As of right now, I think I'll probably keep both. Train in the KSO's, but "race" in the Free's, especially when terrain might be hard. Probably my lifting shoe of choice.
They get 5 stars because they do what they say. I'll be sure to update if they break my 5yr injury free running streak.
7 of 7 people found the following review helpful
on August 23, 2011
I got these shoes for Cross Country and I love them! My first practice is today and I'm looking forward to it.
However good Vibram says they are, there is something they don't tell directly. They will make you VERY SORE for AT LEAST a week and possibly up to 2. That's why I give them 4 stars. You need to have Perseverance and Dedication in revising your running style. I would say these are 5 stars for me though. The idea behind the shoes is to create a more natural running feel. With 'Normal' shoes, your running stride goes- Heel strikes 1st. The rest of your foot then rolls as you move forward and you push off of your toes.- With these shoes, if you repeatedly strike your heel with no cushioning (Because there is none in these shoes) you will injure your foot and heel in particular. You have to do what is called Forefoot Running. That is, running on your toes the whole time. That works your calf muscles totally different and will make them very sore, but stronger in the long run (No pun intended.) If you do get these shoes, do NOT run more than 10 minutes a day for at least 5 days and then increase your running time as you get stronger.
Now some Pros-
Running on off-road terrain like grass or dirt feels amazing! You can feel every little texture of the ground and I love that! Also the thin sole bends very easily so it will mold with the terrain (including rocks)
They look awesome! A lot of my friends say they look really cool. (My mom thinks they're ugly though =D)They can make you feel special.

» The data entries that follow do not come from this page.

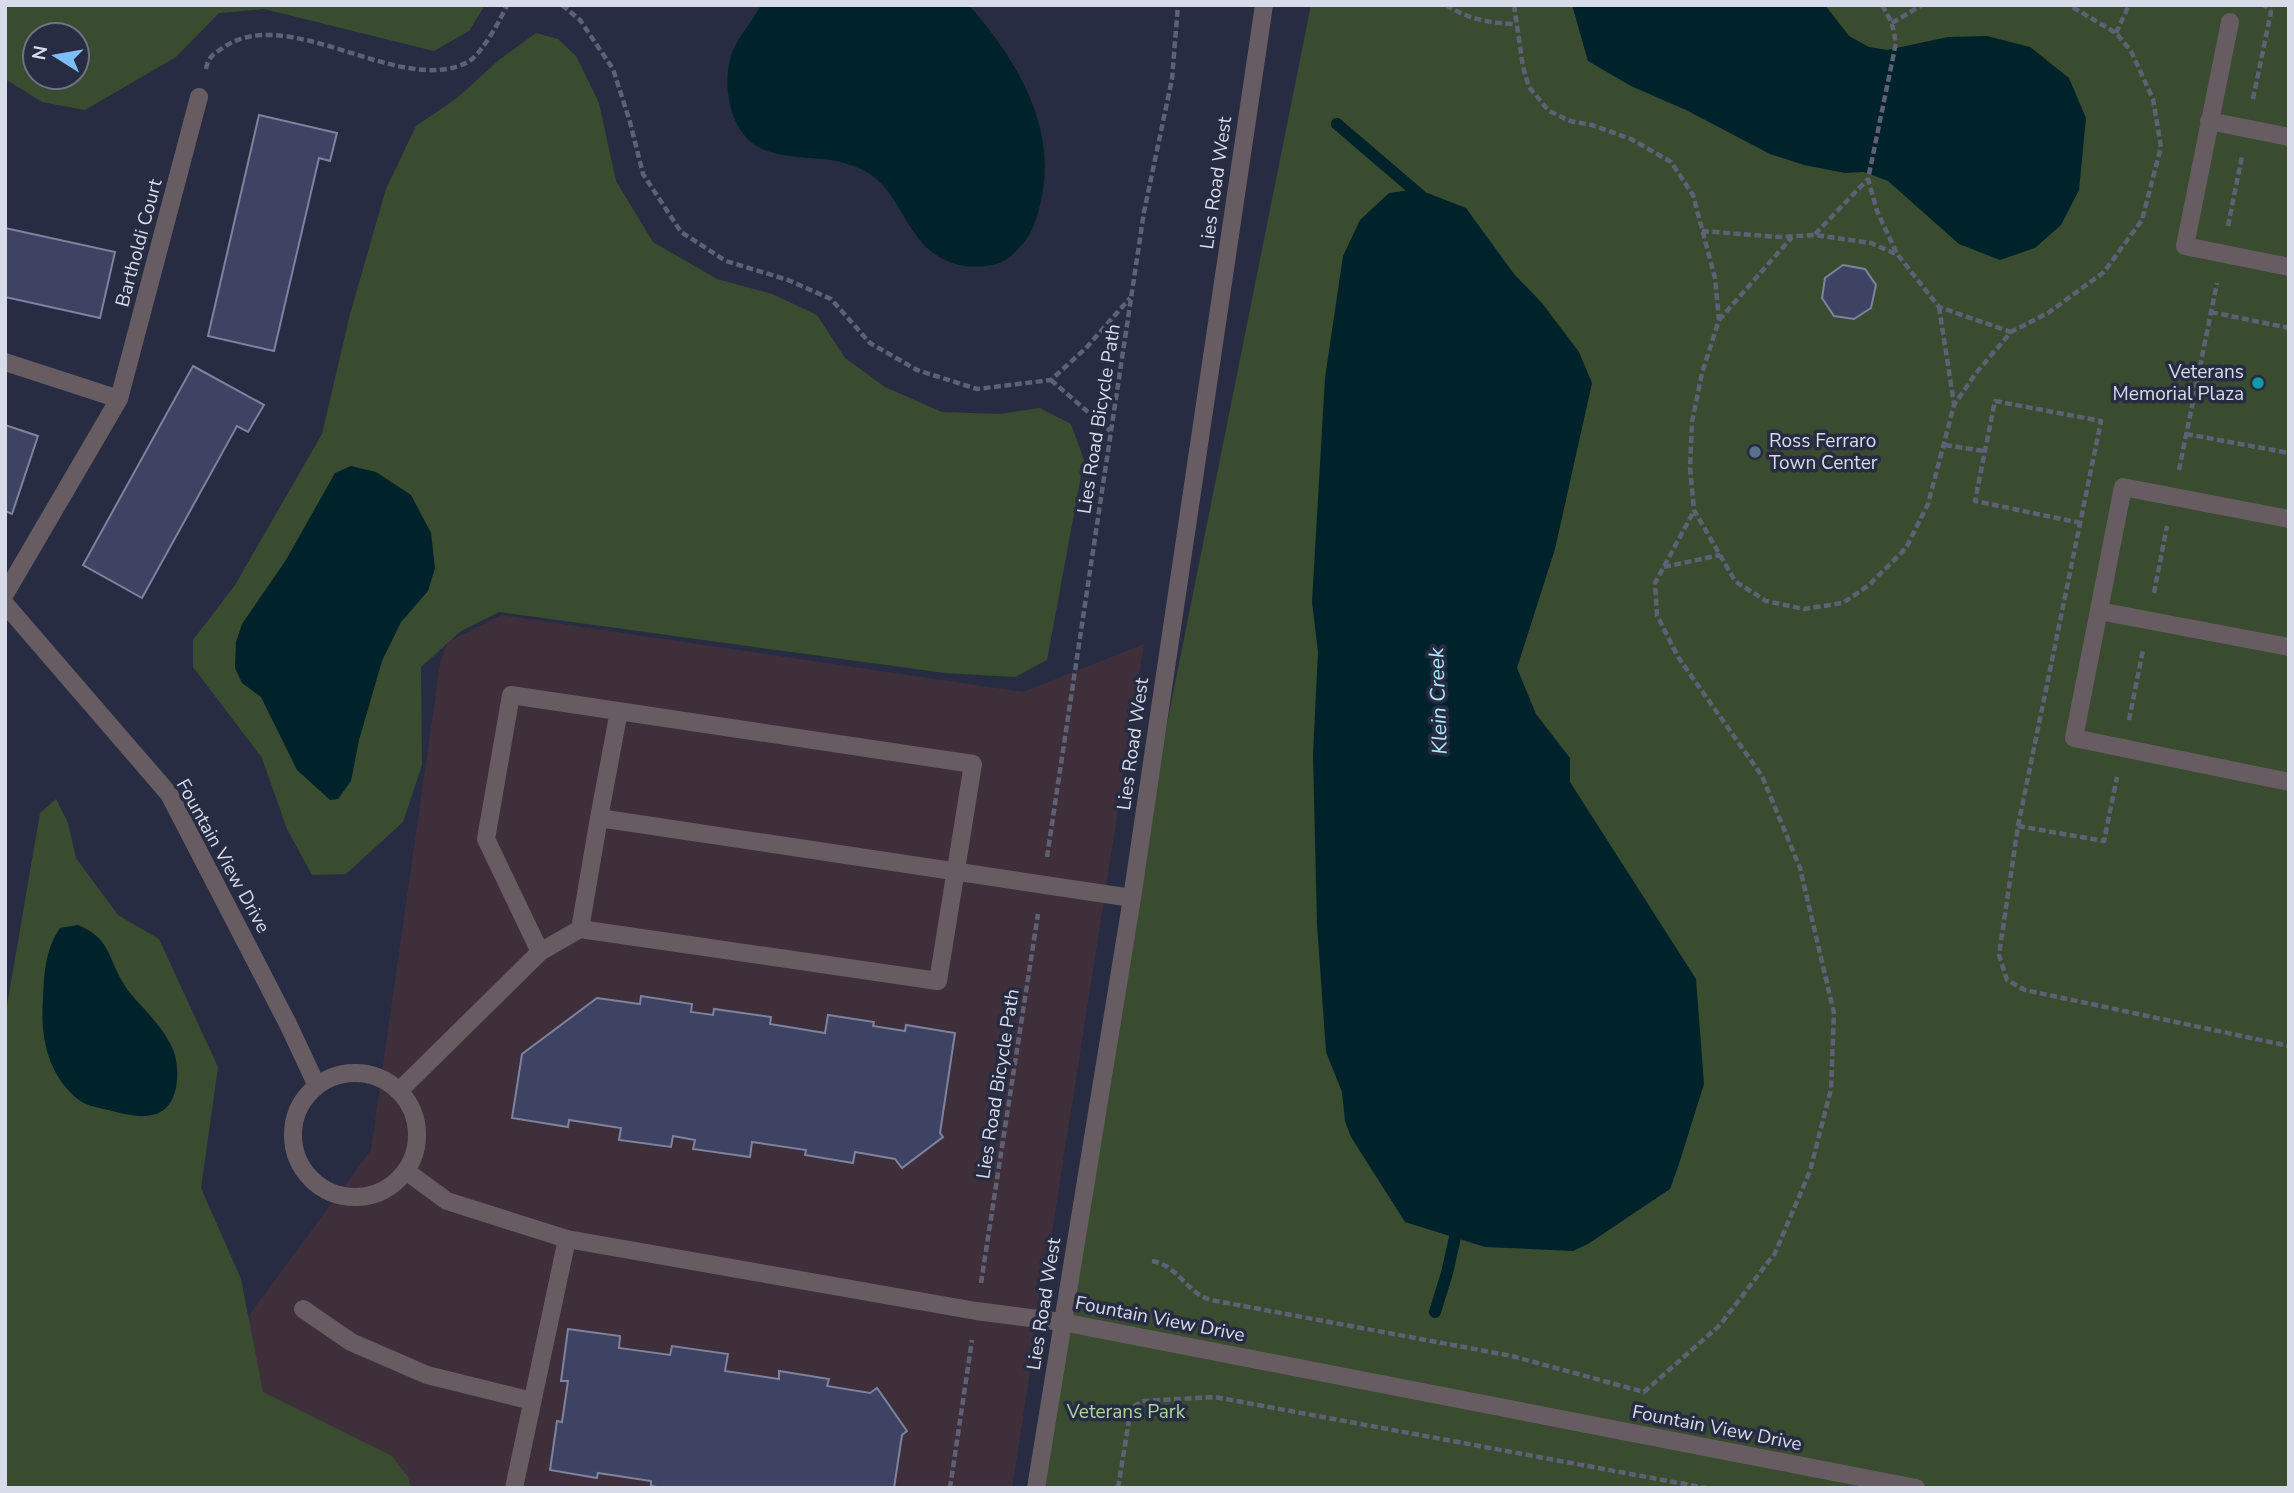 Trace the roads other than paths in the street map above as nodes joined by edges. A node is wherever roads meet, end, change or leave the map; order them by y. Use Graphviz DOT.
graph roads {
  1 [pos="1264,5"];
  2 [pos="2230,22"];
  3 [pos="198,97"];
  4 [pos="2209,121"];
  5 [pos="2289,137"];
  6 [pos="2289,267"];
  7 [pos="5,362"];
  8 [pos="119,399"];
  9 [pos="2289,519"];
  10 [pos="5,594"];
  11 [pos="5,604"];
  12 [pos="2099,611"];
  13 [pos="2289,648"];
  14 [pos="619,711"];
  15 [pos="2289,782"];
  16 [pos="599,818"];
  17 [pos="957,872"];
  18 [pos="1132,898"];
  19 [pos="580,929"];
  20 [pos="540,952"];
  21 [pos="317,1086"];
  22 [pos="398,1091"];
  23 [pos="406,1171"];
  24 [pos="567,1239"];
  25 [pos="303,1309"];
  26 [pos="1062,1322"];
  27 [pos="533,1401"];
  28 [pos="514,1488"];
  29 [pos="1037,1488"];
  30 [pos="1916,1488"];
  1 -- 18 [label="street, Lies Road West"];
  2 -- 4 [label="street"];
  3 -- 8 [label="street, Bartholdi Court"];
  4 -- 5 [label="street"];
  4 -- 6 [label="street"];
  7 -- 8 [label="street"];
  8 -- 10 [label="street, Bartholdi Court"];
  9 -- 12 [label="street"];
  11 -- 21 [label="street, Fountain View Drive"];
  12 -- 13 [label="street"];
  12 -- 15 [label="street"];
  14 -- 16 [label="street"];
  14 -- 17 [label="street"];
  14 -- 20 [label="street"];
  16 -- 17 [label="street"];
  16 -- 19 [label="street"];
  17 -- 18 [label="street"];
  17 -- 19 [label="street"];
  18 -- 26 [label="street, Lies Road West"];
  19 -- 20 [label="street"];
  20 -- 22 [label="street"];
  21 -- 22 [label="street"];
  21 -- 23 [label="street"];
  22 -- 23 [label="street"];
  23 -- 24 [label="street, Fountain View Drive"];
  24 -- 26 [label="street, Fountain View Drive"];
  24 -- 27 [label="street"];
  25 -- 27 [label="street"];
  26 -- 29 [label="street, Lies Road West"];
  26 -- 30 [label="street, Fountain View Drive"];
  27 -- 28 [label="street"];
}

Another thing about the Dedication aspect is Don't get frustrated putting them on the first time. It will take at least 5 minutes the first time because your toes have never had to spread apart before. To make things easier, buy a pair of Injinji Toe socks. They help tremendously with putting on and with blister prevention. One last thing, before you buy, ask yourself two questions:
#1 Can I persevere in changing my running?
#2 Am I prepared to handle the soreness of changing my running style?
If you say NO to either of the above questions, the shoes are probably not for you. If YES, go for it and good running!